**Task objective**
Pull out every line with the word "each" from the entries below.

**Dataset excerpts**

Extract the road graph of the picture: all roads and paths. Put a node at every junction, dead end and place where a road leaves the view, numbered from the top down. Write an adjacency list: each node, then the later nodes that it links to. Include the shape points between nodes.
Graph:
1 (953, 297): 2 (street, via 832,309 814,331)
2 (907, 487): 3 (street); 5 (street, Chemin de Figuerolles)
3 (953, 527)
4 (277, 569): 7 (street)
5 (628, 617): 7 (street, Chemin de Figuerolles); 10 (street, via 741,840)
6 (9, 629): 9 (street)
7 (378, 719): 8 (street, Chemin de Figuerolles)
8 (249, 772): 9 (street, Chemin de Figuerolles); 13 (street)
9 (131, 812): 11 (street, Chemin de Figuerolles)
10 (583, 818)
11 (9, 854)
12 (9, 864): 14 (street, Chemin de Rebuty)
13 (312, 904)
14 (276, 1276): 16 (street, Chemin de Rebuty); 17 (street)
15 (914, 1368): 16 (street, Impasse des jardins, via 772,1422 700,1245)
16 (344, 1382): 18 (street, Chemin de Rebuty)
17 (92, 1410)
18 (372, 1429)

==

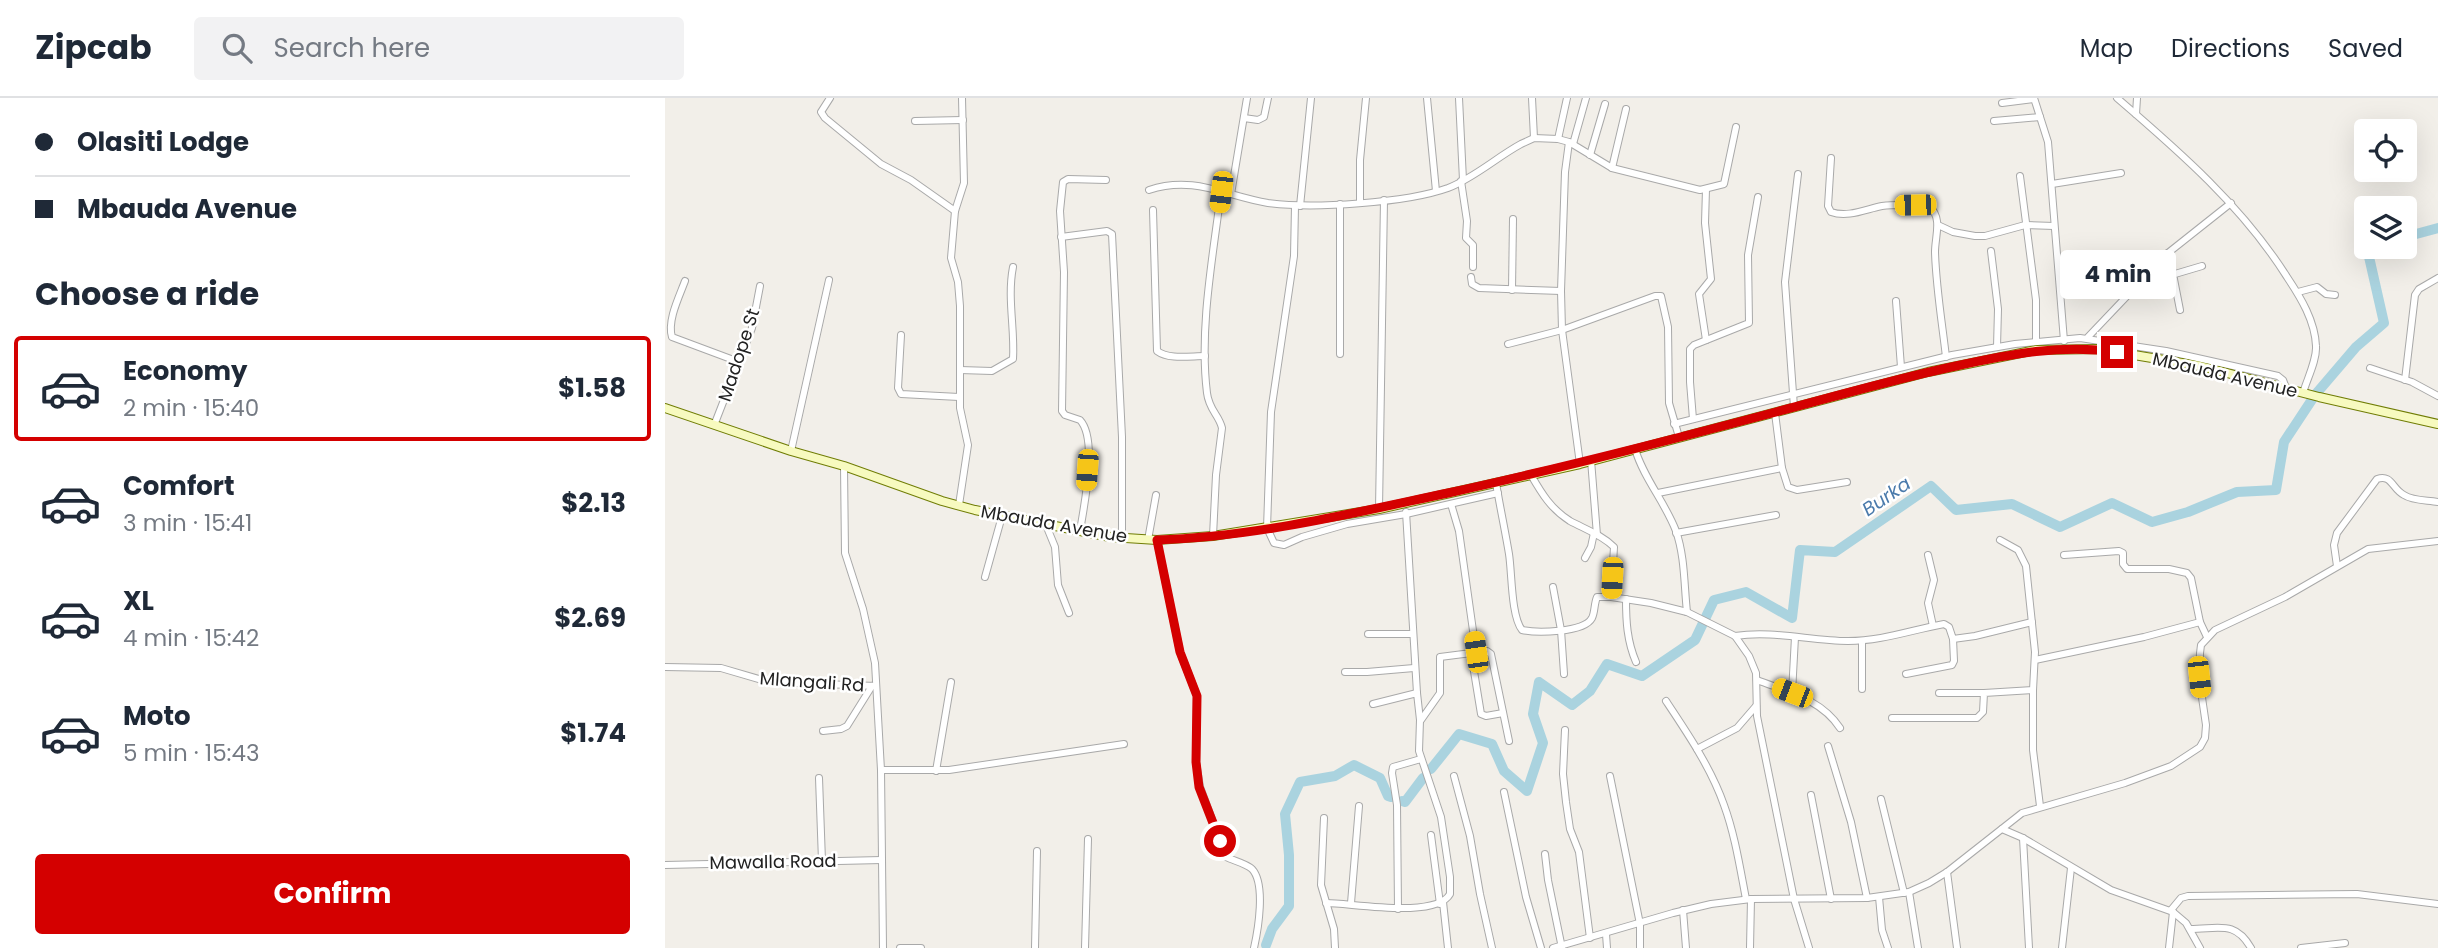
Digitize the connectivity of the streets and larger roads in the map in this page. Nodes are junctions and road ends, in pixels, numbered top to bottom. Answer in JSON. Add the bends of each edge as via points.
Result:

**Result of the exercise**
Extract the road graph of the picture: all roads and paths. Put a node at every junction, dead end and place where a road leaves the view, numbered from the top down. Write an adjacency list: each node, then the later nodes that it links to. Include the shape points between nodes.
Digitize the connectivity of the streets and larger roads in the map in this page. Nodes are junctions and road ends, in pixels, numbered top to bottom. Answer in JSON. Add the bends of each edge as via points.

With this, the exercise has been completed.